If the assembly is successful, the module will be transported back to DESY where it will have to pass a series of tests in the hall of the specially erected Accelerator Module Test Facility. The AMTF hall is where all the resonators and accelerator modules from the series production will later be checked under operating conditions before being installed in the European XFEL tunnel. Polish experts are responsible for these tests – their work is one of the so-called in-kind contributions by the partners participating in the European XFEL. Here too, the experience of DESY is being passed on as part of the test of the first modules.

Overall, seven institutes from different countries are involved in the production of the accelerator modules. Besides DESY, these are CEA/Irfu, CNRS/LAL in Orsay, France, INFN Milano in Italy, IPJ Swierk in Poland, CIEMAT Madrid in Spain and BINP Novosibirsk in Russia. The rest of the 16 institutions of the international Accelerator Consortium participate in the remaining accelerator sections.
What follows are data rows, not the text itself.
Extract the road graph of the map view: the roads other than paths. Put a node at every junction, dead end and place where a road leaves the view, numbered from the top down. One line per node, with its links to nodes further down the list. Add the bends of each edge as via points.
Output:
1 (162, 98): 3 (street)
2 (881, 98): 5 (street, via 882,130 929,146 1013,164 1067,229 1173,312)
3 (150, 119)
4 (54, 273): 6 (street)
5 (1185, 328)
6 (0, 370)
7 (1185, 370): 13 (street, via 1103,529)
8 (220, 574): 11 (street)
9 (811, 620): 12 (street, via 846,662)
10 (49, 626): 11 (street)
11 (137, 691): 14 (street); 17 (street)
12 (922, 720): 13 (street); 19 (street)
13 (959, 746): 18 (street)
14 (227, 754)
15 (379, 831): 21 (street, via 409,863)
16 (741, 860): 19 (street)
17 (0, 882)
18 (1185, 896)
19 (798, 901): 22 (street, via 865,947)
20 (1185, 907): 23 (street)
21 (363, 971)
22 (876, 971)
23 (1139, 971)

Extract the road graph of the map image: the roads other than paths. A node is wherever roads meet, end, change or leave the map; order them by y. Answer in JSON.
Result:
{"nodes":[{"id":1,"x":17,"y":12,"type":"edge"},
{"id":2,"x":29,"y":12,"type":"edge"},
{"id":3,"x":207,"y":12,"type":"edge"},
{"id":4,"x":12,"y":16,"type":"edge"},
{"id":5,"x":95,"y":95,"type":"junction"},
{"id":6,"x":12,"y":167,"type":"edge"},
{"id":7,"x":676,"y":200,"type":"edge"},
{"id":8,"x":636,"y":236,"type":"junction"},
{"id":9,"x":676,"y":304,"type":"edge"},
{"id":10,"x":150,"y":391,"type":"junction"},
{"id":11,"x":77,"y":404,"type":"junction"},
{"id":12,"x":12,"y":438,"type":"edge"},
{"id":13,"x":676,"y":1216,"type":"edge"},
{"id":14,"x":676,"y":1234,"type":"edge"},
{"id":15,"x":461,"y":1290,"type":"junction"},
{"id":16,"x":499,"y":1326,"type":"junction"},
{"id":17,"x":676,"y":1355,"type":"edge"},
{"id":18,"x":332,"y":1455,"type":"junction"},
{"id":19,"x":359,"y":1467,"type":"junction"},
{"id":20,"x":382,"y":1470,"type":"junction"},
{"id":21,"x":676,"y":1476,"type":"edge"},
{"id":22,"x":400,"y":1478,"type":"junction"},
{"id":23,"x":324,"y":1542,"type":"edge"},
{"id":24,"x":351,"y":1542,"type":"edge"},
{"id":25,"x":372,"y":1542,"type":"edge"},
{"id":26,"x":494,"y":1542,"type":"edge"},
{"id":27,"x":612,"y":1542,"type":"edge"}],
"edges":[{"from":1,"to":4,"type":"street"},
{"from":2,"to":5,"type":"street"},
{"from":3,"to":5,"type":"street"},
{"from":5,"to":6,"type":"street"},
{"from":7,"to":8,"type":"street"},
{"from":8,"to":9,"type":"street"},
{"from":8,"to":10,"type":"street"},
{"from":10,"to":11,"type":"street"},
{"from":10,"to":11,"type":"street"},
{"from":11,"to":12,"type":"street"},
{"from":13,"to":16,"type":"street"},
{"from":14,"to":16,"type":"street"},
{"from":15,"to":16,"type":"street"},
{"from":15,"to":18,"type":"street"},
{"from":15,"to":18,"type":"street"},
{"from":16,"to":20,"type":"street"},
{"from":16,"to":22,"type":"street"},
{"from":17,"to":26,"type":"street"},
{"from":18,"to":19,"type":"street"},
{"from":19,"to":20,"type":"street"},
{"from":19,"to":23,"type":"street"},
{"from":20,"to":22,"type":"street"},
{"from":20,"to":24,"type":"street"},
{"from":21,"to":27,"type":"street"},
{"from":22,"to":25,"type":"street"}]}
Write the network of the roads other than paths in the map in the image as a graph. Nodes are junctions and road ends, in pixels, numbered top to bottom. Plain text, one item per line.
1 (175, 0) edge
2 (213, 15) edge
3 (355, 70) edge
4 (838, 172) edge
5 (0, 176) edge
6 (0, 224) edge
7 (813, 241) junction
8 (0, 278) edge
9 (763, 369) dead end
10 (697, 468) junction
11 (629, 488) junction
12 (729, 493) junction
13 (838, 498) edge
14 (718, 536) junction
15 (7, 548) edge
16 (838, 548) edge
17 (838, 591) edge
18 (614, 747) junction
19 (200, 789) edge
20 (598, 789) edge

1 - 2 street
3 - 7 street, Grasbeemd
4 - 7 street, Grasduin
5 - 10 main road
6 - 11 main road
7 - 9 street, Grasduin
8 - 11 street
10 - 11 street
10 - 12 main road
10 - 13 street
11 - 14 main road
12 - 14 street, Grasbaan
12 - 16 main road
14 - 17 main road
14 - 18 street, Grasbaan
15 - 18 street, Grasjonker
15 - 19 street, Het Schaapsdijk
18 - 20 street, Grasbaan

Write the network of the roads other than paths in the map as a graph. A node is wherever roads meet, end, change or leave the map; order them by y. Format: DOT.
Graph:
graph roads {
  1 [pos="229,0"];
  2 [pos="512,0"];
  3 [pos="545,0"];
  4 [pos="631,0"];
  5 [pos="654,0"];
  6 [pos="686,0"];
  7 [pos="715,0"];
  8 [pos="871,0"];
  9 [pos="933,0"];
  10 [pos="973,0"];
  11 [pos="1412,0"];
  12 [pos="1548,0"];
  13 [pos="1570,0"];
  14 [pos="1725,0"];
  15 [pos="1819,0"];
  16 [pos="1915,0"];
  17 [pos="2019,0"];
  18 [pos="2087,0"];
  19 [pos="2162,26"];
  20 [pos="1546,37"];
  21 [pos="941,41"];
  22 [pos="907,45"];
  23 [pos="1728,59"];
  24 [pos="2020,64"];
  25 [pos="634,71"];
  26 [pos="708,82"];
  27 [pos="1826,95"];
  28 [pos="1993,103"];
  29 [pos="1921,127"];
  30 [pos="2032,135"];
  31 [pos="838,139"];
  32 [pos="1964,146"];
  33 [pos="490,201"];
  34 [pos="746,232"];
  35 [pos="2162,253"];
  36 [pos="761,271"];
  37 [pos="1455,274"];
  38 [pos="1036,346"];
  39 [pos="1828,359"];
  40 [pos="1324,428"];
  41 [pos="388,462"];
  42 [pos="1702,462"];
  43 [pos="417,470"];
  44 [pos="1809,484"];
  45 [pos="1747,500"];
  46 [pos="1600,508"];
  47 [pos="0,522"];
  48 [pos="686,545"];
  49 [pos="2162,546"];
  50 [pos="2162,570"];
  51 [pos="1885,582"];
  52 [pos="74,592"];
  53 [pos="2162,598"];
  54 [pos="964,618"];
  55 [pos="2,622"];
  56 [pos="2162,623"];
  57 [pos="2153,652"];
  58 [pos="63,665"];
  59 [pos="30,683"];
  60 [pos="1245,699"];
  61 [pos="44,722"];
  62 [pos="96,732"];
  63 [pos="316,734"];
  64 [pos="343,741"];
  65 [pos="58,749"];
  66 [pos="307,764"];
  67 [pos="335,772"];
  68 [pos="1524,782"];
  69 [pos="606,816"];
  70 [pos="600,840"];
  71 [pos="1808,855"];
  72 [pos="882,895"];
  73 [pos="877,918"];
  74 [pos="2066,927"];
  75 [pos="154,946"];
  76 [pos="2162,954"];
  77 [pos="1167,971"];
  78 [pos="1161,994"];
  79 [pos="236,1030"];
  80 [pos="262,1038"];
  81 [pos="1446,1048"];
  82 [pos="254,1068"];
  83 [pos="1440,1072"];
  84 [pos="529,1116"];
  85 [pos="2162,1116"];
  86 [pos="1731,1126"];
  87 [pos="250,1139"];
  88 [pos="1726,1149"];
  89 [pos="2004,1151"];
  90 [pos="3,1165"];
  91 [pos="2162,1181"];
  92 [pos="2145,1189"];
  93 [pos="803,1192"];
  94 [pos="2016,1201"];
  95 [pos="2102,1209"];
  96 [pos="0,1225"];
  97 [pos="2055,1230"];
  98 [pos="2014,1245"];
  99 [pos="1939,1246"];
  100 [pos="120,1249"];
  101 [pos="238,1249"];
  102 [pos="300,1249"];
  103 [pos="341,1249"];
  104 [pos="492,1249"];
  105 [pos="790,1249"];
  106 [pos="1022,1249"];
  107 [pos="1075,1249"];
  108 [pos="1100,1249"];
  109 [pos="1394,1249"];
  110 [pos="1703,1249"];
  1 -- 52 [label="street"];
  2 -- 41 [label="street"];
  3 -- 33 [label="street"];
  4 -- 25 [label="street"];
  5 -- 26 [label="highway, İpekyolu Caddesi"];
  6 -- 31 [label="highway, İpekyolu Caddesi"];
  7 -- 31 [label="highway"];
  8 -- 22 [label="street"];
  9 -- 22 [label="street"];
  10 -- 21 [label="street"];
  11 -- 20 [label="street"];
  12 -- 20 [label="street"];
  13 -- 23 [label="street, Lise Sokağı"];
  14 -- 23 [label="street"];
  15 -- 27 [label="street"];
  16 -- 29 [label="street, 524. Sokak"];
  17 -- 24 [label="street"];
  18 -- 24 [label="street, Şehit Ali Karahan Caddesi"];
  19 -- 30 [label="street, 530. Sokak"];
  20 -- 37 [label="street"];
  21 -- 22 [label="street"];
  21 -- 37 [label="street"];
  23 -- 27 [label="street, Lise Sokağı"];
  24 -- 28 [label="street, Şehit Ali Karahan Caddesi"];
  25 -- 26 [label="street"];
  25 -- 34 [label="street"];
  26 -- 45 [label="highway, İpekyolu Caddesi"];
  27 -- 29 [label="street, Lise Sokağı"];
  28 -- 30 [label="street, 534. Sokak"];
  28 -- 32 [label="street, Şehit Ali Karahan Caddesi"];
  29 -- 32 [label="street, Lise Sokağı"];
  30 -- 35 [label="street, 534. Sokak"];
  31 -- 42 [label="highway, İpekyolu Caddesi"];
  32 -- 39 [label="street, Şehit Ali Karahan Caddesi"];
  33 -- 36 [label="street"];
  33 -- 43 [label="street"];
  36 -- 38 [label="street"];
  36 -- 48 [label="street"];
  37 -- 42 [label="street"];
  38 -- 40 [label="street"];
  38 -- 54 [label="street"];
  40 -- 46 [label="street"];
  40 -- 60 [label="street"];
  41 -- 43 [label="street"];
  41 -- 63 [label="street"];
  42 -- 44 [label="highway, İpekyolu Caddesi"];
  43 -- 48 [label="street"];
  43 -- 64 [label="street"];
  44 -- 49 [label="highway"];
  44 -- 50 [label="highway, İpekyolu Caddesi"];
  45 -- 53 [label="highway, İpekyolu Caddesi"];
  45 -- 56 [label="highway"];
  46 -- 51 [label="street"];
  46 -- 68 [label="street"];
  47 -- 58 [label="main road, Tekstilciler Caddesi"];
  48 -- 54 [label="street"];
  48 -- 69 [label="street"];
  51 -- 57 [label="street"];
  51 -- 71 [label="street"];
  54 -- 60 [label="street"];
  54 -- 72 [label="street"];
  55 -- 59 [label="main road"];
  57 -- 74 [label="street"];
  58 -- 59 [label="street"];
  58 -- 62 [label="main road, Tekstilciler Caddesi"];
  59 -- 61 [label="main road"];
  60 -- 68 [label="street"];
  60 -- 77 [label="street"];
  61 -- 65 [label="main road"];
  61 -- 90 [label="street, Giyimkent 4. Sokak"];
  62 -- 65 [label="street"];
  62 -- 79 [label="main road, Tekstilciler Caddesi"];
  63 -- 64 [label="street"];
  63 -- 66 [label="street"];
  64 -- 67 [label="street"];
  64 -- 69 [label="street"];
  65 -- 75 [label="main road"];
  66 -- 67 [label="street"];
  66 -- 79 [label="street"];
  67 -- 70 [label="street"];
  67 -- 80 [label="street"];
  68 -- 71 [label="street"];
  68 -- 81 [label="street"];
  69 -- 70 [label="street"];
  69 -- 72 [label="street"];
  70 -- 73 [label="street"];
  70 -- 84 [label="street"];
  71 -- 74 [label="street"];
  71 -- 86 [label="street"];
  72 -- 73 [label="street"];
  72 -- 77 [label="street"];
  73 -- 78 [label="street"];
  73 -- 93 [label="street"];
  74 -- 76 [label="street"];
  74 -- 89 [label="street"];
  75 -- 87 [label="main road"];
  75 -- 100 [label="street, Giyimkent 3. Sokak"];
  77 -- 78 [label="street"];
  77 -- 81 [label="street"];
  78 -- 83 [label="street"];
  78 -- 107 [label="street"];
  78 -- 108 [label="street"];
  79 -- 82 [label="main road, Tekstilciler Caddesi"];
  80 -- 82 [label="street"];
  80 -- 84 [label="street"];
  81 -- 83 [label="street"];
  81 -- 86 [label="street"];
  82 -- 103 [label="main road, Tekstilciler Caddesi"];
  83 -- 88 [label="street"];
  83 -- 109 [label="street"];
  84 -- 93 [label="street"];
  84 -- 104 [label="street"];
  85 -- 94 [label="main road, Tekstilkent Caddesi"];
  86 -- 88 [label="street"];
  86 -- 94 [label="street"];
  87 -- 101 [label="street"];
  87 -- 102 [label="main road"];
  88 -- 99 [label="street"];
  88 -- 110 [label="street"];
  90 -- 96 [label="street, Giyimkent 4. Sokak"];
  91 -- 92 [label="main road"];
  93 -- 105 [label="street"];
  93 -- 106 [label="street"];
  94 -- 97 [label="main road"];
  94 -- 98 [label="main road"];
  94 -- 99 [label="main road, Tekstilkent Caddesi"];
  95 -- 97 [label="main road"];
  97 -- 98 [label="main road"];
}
Before a module is finally in place in the accelerator tunnel, it goes through a long journey. This begins with the niobium sheets, which are provided by manufacturers from Austria, China and Japan. From these sheets, the companies Research Instruments in Bergisch-Gladbach, Germany, and Zanon in Italy will form the superconducting accelerating structures, the cavities. The series delivery is to start in early summer 2012. Up to eight cavities per week will then be delivered to DESY and thoroughly tested before travelling on to Irfu where the modules are assembled. These yellow tubes are manufactured in Italy and China and act like giant thermos bottles, shielding the cold of space inside from the outside air. In addition to the cavities, they will also contain quadrupole magnets from Spain and radiofrequency couplers from France. The finished modules will then travel back to DESY to be tested in the AMTF hall and prepared for final installation in the accelerator tunnel.

During the production phase, one module per week will find its place in the tunnel – it will thus take two years to install all 101 modules of the accelerator. What now arises between Hamburg-Bahrenfeld and Schenefeld is not only the “light of the future,” but also a real prime example of European and international cooperation.